Understanding Sales Numbers

Running a business requires understanding a lot of numbers — the operational costs, financial numbers, and sales numbers that comprise your typical income statement, P&L, and balance sheet.

Your financial understanding of your business also means understanding the cost of goods or services sold, the profit margin, and much more.

Today, I’m focusing on Sales Numbers.

How many sales do you need to make each day to keep the business running?

How many hours must be put in by how many employees to achieve those sales?

Are they strictly sales hours, or do they include administration and marketing hours?

I learned how to understand the sales numbers the hard way! In the first three days of the second business I started, I sold absolutely nothing, despite being out “working” from 8 am to 6 pm.

It took me a while to recognize that while I was “at work” all those hours, I didn’t really do “the work” needed to cultivate sales. Then it took me years to learn how to do it.

Eventually I understood was that I would generally speak to around 10 people before I would have one successful sale. For every one hundred people I engaged with, one to ten people would buy.

If you increase the interaction, if you get them to touch the product, feel it, experience it — physically or vicariously — one out of seven people might buy.

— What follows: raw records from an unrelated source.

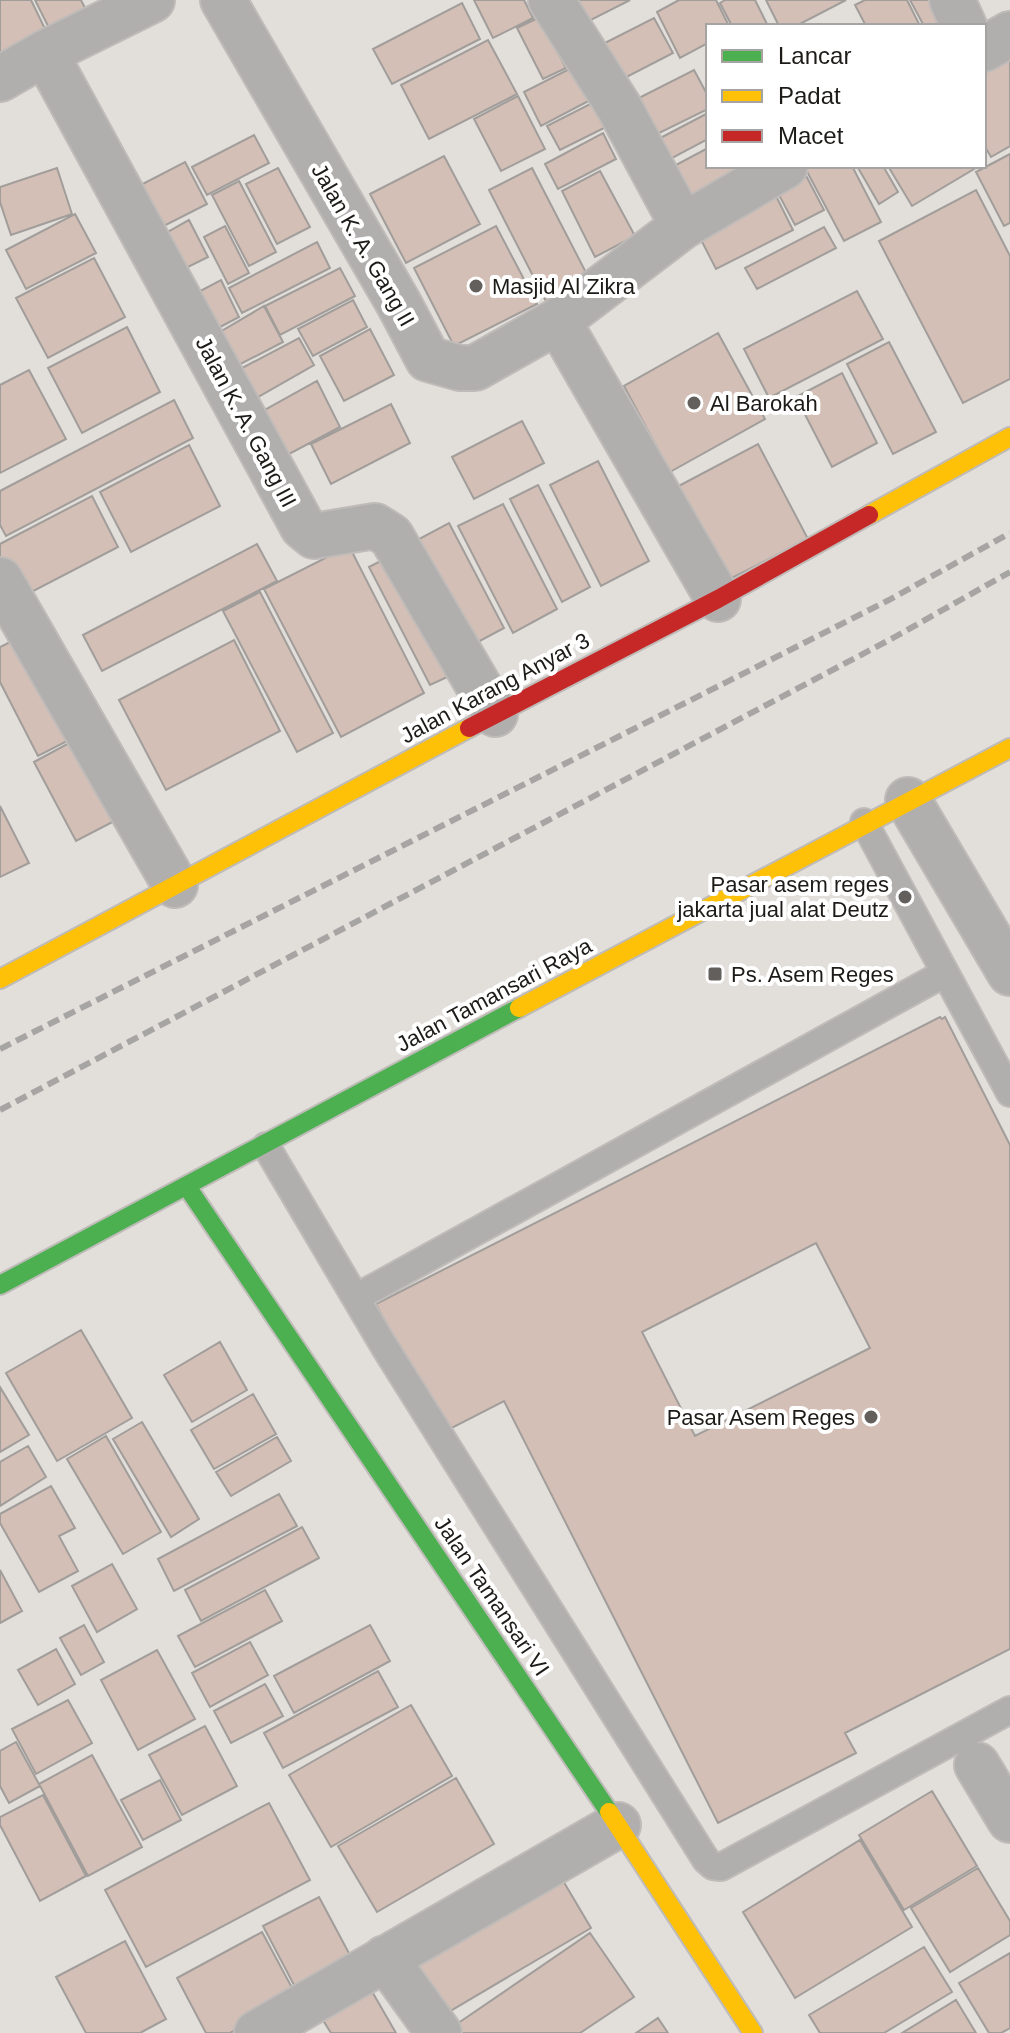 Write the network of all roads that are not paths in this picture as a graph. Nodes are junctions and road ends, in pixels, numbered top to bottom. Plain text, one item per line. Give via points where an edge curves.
1 (152, 0) edge
2 (551, 0) edge
3 (952, 0) edge
4 (231, 3) edge
5 (963, 24) edge
6 (1010, 34) edge
7 (986, 48) edge
8 (45, 53) junction
9 (0, 79) edge
10 (782, 168) edge
11 (683, 226) junction
12 (558, 321) junction
13 (1010, 437) edge
14 (0, 580) edge
15 (718, 599) junction
16 (495, 714) junction
17 (1010, 748) edge
18 (908, 800) junction
19 (864, 822) junction
20 (175, 885) junction
21 (945, 973) junction
22 (1010, 973) edge
23 (0, 979) edge
24 (1010, 1093) edge
25 (266, 1146) junction
26 (188, 1188) junction
27 (0, 1285) edge
28 (357, 1297) junction
29 (1010, 1710) edge
30 (977, 1765) dead end
31 (1010, 1820) edge
32 (618, 1825) junction
33 (385, 1958) junction
34 (257, 2033) edge
35 (439, 2033) edge
36 (753, 2033) edge

1 - 8 street
2 - 11 street via 619,107
3 - 5 street
4 - 12 street, Jalan K. A. Gang II via 428,359 475,368
6 - 7 street
8 - 9 street
8 - 16 street, Jalan K. A. Gang III via 303,527 314,536 375,526 391,536
10 - 11 street, Jalan K. A. Gang II
11 - 12 street, Jalan K. A. Gang II
12 - 15 street
13 - 15 street, Jalan Karang Anyar 3
14 - 20 street
15 - 16 street, Jalan Karang Anyar 3
16 - 20 street, Jalan Karang Anyar 3
17 - 18 street, Jalan Tamansari Raya
18 - 19 street, Jalan Tamansari Raya
18 - 22 street
19 - 21 lane
19 - 25 street, Jalan Tamansari Raya
20 - 23 street, Jalan Karang Anyar 3
21 - 24 lane
21 - 28 lane
25 - 26 street, Jalan Tamansari Raya
25 - 28 lane
26 - 27 street, Jalan Tamansari Raya
26 - 32 street, Jalan Tamansari VI
28 - 29 lane via 713,1866 721,1867
30 - 31 street
32 - 33 street
32 - 36 street, Jalan Tamansari VI
33 - 34 street
33 - 35 street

You’ve improved your chances by 30%.

Once I learned that, my attitude shifted from being disappointed when hearing NO, to celebrating that NO.

What I learned is that you can spend time educating someone about how they could benefit from the product or service, or move on to the next person that might be excited because it fulfills a need or opportunity for them.

Once I truly understood this concept, I moved from zero sales a day to several transactions a day, then 15 to 20 and sometimes up to 50 transactions every day, and when I was involved in retail, thousands of transactions each day.

The more I reflected on the process and progression of my sales numbers, the more it became clear that keeping track of those numbers is vital. if you are not keeping track, it might look like you’re busy or feel like you’re busy, but the truth is you are not busy with what it takes to get the sales you need to keep your business going.

BEFORE YOU GO

We see our blogs as opportunities for dialogue. Please share your thoughts as comments.

  1. What do you do to keep track of your sales?

  2. Do you track the number of proposals, and the number of calls you make to new prospects?

  3. What tips do you have for others about tracking sales?

All these are parts of the metrics that you want to explore as you keep track on your sales numbers. The sales cycle of each industry is different from the next, but what I have shared here are standards.